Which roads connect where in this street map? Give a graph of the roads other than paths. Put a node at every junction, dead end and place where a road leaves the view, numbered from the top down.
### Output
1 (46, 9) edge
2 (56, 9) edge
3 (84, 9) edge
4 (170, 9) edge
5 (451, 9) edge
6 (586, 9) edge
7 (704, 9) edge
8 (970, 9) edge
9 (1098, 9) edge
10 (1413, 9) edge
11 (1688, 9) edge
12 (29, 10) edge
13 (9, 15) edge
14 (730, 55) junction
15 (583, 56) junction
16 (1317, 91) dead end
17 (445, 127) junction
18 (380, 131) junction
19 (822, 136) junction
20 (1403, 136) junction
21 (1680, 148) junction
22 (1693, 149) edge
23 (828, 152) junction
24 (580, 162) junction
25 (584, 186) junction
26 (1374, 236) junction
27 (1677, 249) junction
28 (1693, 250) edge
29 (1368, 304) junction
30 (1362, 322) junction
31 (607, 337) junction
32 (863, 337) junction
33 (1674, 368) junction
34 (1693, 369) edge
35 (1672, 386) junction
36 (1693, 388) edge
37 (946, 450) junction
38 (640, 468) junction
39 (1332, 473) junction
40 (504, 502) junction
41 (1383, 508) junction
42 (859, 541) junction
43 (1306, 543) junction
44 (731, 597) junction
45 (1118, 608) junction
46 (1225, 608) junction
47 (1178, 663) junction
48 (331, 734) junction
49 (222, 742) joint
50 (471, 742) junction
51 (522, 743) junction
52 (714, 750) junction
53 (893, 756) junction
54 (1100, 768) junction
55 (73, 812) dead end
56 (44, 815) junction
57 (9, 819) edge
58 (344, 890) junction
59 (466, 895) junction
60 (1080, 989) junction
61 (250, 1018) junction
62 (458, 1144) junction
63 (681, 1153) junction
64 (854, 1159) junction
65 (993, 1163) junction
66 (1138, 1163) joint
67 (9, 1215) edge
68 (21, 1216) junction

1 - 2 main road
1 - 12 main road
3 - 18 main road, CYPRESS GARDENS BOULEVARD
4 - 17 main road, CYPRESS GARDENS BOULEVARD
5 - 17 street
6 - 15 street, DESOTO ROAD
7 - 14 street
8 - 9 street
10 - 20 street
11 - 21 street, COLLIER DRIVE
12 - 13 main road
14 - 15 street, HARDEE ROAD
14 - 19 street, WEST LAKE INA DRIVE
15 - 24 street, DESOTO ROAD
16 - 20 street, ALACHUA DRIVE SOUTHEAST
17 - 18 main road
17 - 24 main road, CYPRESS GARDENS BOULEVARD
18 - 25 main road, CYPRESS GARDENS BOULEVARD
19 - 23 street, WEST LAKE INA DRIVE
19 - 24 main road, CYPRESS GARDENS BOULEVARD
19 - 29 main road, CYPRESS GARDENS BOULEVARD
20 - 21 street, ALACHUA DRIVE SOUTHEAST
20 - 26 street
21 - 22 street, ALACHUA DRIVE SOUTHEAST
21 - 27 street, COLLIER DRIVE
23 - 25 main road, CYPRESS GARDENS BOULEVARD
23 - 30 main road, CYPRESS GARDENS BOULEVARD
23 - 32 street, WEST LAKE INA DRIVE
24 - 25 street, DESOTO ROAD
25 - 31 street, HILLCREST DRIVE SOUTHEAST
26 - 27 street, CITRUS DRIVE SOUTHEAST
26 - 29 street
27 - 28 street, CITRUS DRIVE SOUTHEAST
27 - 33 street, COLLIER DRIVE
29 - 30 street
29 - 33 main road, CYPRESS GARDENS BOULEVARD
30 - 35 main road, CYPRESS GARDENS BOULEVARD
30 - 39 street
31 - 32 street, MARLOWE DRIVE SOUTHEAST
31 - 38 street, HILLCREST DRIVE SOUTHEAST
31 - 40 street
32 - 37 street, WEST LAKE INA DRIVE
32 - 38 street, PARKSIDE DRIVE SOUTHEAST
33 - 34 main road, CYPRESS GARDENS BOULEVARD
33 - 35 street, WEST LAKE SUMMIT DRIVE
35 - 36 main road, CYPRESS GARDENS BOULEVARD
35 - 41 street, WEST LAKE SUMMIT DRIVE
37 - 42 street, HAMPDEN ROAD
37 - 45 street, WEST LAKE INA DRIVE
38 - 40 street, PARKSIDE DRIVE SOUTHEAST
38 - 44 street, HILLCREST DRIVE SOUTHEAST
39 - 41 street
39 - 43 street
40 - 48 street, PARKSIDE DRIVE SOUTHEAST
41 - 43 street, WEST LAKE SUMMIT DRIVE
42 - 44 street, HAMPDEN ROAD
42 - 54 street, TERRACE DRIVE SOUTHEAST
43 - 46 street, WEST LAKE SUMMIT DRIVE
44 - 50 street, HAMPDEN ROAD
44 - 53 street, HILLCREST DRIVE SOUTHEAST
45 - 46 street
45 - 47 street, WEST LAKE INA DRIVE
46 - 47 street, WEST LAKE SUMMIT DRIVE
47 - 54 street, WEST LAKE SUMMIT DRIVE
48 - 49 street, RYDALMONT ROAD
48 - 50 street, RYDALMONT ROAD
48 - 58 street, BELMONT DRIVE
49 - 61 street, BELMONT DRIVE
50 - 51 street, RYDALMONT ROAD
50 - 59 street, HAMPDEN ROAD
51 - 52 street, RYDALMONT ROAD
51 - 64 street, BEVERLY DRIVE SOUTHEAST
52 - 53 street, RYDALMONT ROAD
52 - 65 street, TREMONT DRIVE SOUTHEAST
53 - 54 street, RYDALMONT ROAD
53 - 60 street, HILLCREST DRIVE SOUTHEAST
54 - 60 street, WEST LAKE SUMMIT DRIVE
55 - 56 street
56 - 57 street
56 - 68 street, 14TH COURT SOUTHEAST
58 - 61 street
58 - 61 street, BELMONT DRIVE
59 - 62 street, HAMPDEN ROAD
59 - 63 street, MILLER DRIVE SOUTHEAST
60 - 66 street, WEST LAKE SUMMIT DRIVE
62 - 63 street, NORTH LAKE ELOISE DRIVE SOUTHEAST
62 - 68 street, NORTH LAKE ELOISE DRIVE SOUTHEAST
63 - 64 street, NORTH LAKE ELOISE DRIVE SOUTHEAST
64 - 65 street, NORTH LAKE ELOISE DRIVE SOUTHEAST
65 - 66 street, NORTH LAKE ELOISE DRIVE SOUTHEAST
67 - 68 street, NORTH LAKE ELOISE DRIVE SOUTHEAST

#####

• [TASK DESCRIPTION] Where does "SUMMIT" appear in the records above? Copy every line that has it.

• [OUTPUT]
33 - 35 street, WEST LAKE SUMMIT DRIVE
35 - 41 street, WEST LAKE SUMMIT DRIVE
41 - 43 street, WEST LAKE SUMMIT DRIVE
43 - 46 street, WEST LAKE SUMMIT DRIVE
46 - 47 street, WEST LAKE SUMMIT DRIVE
47 - 54 street, WEST LAKE SUMMIT DRIVE
54 - 60 street, WEST LAKE SUMMIT DRIVE
60 - 66 street, WEST LAKE SUMMIT DRIVE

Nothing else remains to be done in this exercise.